Les McKeown: Well, it's been a fantastic journey (that sounds like I've just given your eulogy!) But it's been a fantastic journey that you and I have had, you know, we've been blessed to sort of just meet in passing on many occasions. We've met very deliberately on many occasions. And I had the unique, as you mentioned a moment ago, the unique opportunity to spend six months in detail with you recently just working through a lot of those challenges that you just shared and, you know, that commitment that you have to make your place a place that your people want to be, is a North star. There's no doubt about it. It informs everything that you do. And as we've shared, that's going to be challenged as you grow, the more you grow, the more pressures that come to dilute that, to compromise, to give parts of it away. And it's been marvelous watching you steel your spine to keep hold of that at all costs.

Carey Nieuwhof: That's another big superpower of the last decade is I've gotten a lot better at saying no, and it's still hard. I said no a couple of times to friends, I'm on book deadline. It's like, Hey, cause everybody just wants 30 minutes, right? Can I have 30 minutes? Can you do one talk? Can you do this one thing? I've learned to affirm the person and affirm the relationship and say, Hey, I'd love to right now, but I'm on book deadline or my plate's full, or I just can't do it. And that allows me to be a better husband, to be a better dad, to be a better boss, to be a better leader. And if my team's happy and healthy, and if my family's happy and healthy, then chances are the readers or listeners, the customers, the leaders we serve will be happy because when they interact with the team... - like if you have a nasty flight attendant, probably he or she had a bad boss, or there's a toxic culture.

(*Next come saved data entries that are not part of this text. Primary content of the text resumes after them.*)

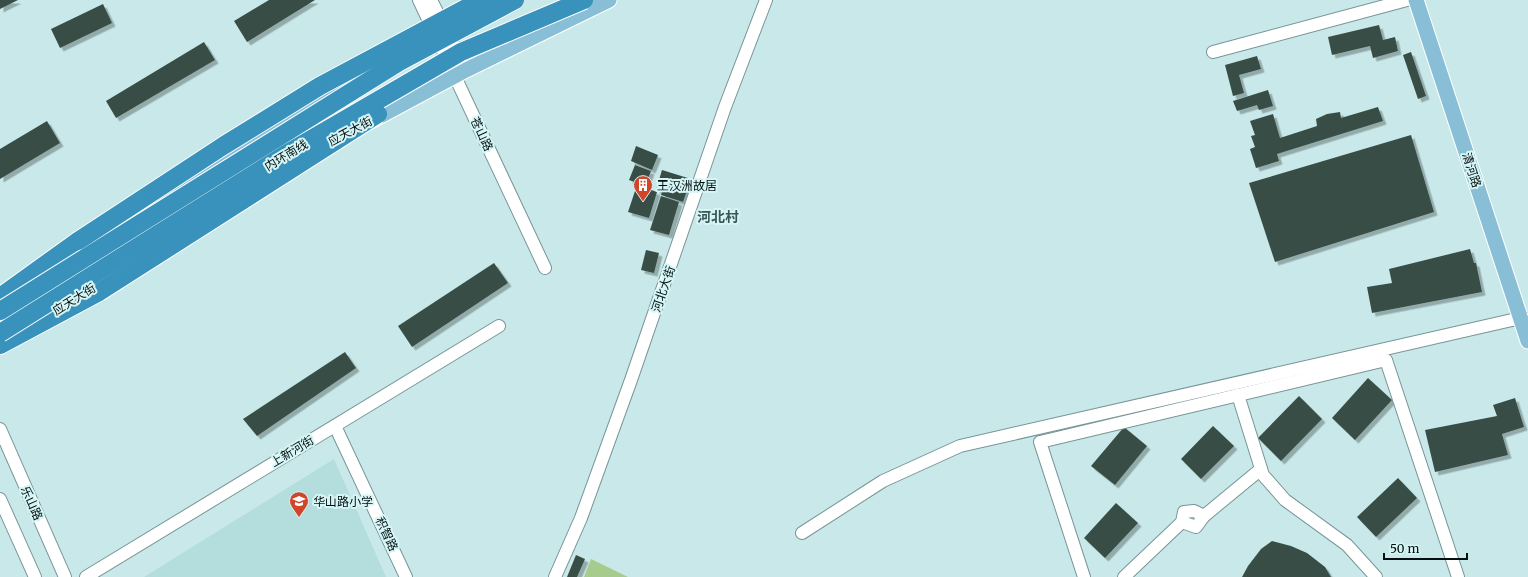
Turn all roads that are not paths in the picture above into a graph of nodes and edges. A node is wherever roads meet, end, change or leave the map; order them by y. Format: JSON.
{"nodes":[{"id":1,"x":419,"y":0,"type":"edge"},
{"id":2,"x":431,"y":0,"type":"edge"},
{"id":3,"x":489,"y":0,"type":"edge"},
{"id":4,"x":497,"y":0,"type":"edge"},
{"id":5,"x":515,"y":0,"type":"edge"},
{"id":6,"x":609,"y":0,"type":"edge"},
{"id":7,"x":766,"y":0,"type":"edge"},
{"id":8,"x":1408,"y":0,"type":"edge"},
{"id":9,"x":1416,"y":0,"type":"edge"},
{"id":10,"x":579,"y":3,"type":"edge"},
{"id":11,"x":438,"y":30,"type":"junction"},
{"id":12,"x":1213,"y":52,"type":"dead end"},
{"id":13,"x":460,"y":73,"type":"junction"},
{"id":14,"x":545,"y":268,"type":"dead end"},
{"id":15,"x":0,"y":297,"type":"edge"},
{"id":16,"x":0,"y":311,"type":"edge"},
{"id":17,"x":1525,"y":319,"type":"edge"},
{"id":18,"x":499,"y":326,"type":"dead end"},
{"id":19,"x":0,"y":333,"type":"edge"},
{"id":20,"x":1528,"y":341,"type":"edge"},
{"id":21,"x":0,"y":344,"type":"edge"},
{"id":22,"x":1238,"y":395,"type":"junction"},
{"id":23,"x":335,"y":426,"type":"junction"},
{"id":24,"x":0,"y":429,"type":"edge"},
{"id":25,"x":1261,"y":469,"type":"junction"},
{"id":26,"x":0,"y":499,"type":"edge"},
{"id":27,"x":802,"y":533,"type":"dead end"},
{"id":28,"x":35,"y":577,"type":"edge"},
{"id":29,"x":65,"y":577,"type":"edge"},
{"id":30,"x":86,"y":577,"type":"edge"},
{"id":31,"x":406,"y":577,"type":"edge"},
{"id":32,"x":555,"y":577,"type":"edge"},
{"id":33,"x":1084,"y":577,"type":"edge"},
{"id":34,"x":1124,"y":577,"type":"edge"},
{"id":35,"x":1376,"y":577,"type":"edge"},
{"id":36,"x":1458,"y":577,"type":"edge"}],
"edges":[{"from":1,"to":11,"type":"street","name":"苍山路"},
{"from":2,"to":11,"type":"street","name":"苍山路"},
{"from":3,"to":15,"type":"highway","bridge":true},
{"from":4,"to":11,"type":"main road"},
{"from":5,"to":16,"type":"highway","name":"内环南线","bridge":true},
{"from":6,"to":13,"type":"main road","name":"应天大街"},
{"from":7,"to":32,"type":"street","name":"河北大街"},
{"from":8,"to":12,"type":"street"},
{"from":9,"to":17,"type":"main road","name":"清河路"},
{"from":10,"to":19,"type":"highway","name":"内环南线","bridge":true},
{"from":10,"to":21,"type":"highway","bridge":true},
{"from":11,"to":13,"type":"street","name":"苍山路"},
{"from":11,"to":15,"type":"main road"},
{"from":13,"to":14,"type":"street","name":"苍山路"},
{"from":13,"to":21,"type":"main road","name":"应天大街"},
{"from":17,"to":20,"type":"main road","name":"清河路"},
{"from":17,"to":27,"type":"street"},
{"from":18,"to":23,"type":"street","name":"上新河街"},
{"from":22,"to":25,"type":"street"},
{"from":22,"to":33,"type":"street"},
{"from":22,"to":36,"type":"street"},
{"from":23,"to":30,"type":"street","name":"上新河街"},
{"from":23,"to":31,"type":"street","name":"积智路"},
{"from":24,"to":29,"type":"street","name":"乐山路"},
{"from":25,"to":34,"type":"street"},
{"from":25,"to":35,"type":"street"},
{"from":26,"to":28,"type":"street"}]}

Carey Nieuwhof: But if you've got happy flight attendants, you got happy servers at this restaurant, you've got a motivated chef when you go out to eat and they're bringing their best, like, you know that as a client and you knew that in the congregation. That was one of the things people always said, how do you do that - so we had 700 volunteers I think. And how do you motivate them all while they're healthy I promise you that people go to your church. You're going to be healthy, but that's a lot of work to motivate those volunteers, to get them, you know, in that place where they really want to lean in. And so I'm saying no to a lot. And like you there's opportunities that show up every few hours and just like, okay, I'm going to stay focused. I know my lane and this is what I'm called to do. but that's super, super hard.

Les McKeown: Well, we're blessed that you didn't say no to us. Thank you for coming along and sharing with the Predictable Success tribe.

Carey Nieuwhof: I couldn't say no to you Les, are you kidding me? Thank you - I'm so grateful for you.

Les McKeown: Pleasure. Thank you. And I hope you'll come back in a couple of years and tell us what the journey has been like.

Carey Nieuwhof: Hey, can I make an offer to your listeners for the free course? So I'm not selling you anything, but if you want to take the crisis leadership course, it's called How to Lead Through Crisis. It's sort of everything I've learned about the tough seasons in life plus best gleanings from others. It's absolutely free. We've had, I think 11, 12,000 leaders go through it so far. And you can find that by texting crisis to 33777 - text crisis to three, three, seven, seven, seven. It's absolutely free - or go to HowtoLeadThroughCrisis.com.

Les McKeown: and we'll put all of those details right below wherever it is that you're hearing this. And I strongly recommend that you go get it. I took it, I learned a lot and you all should get to hear Carey's cool Canadian accent.

Les McKeown: All right, Carey. Thank you again.

Carey Nieuwhof: Thank you, Les. I'm so grateful for you.

Les McKeown: You and I will talk again very soon. I will have you back in the podcast in a couple of years and hear how you've been getting along. Thanks.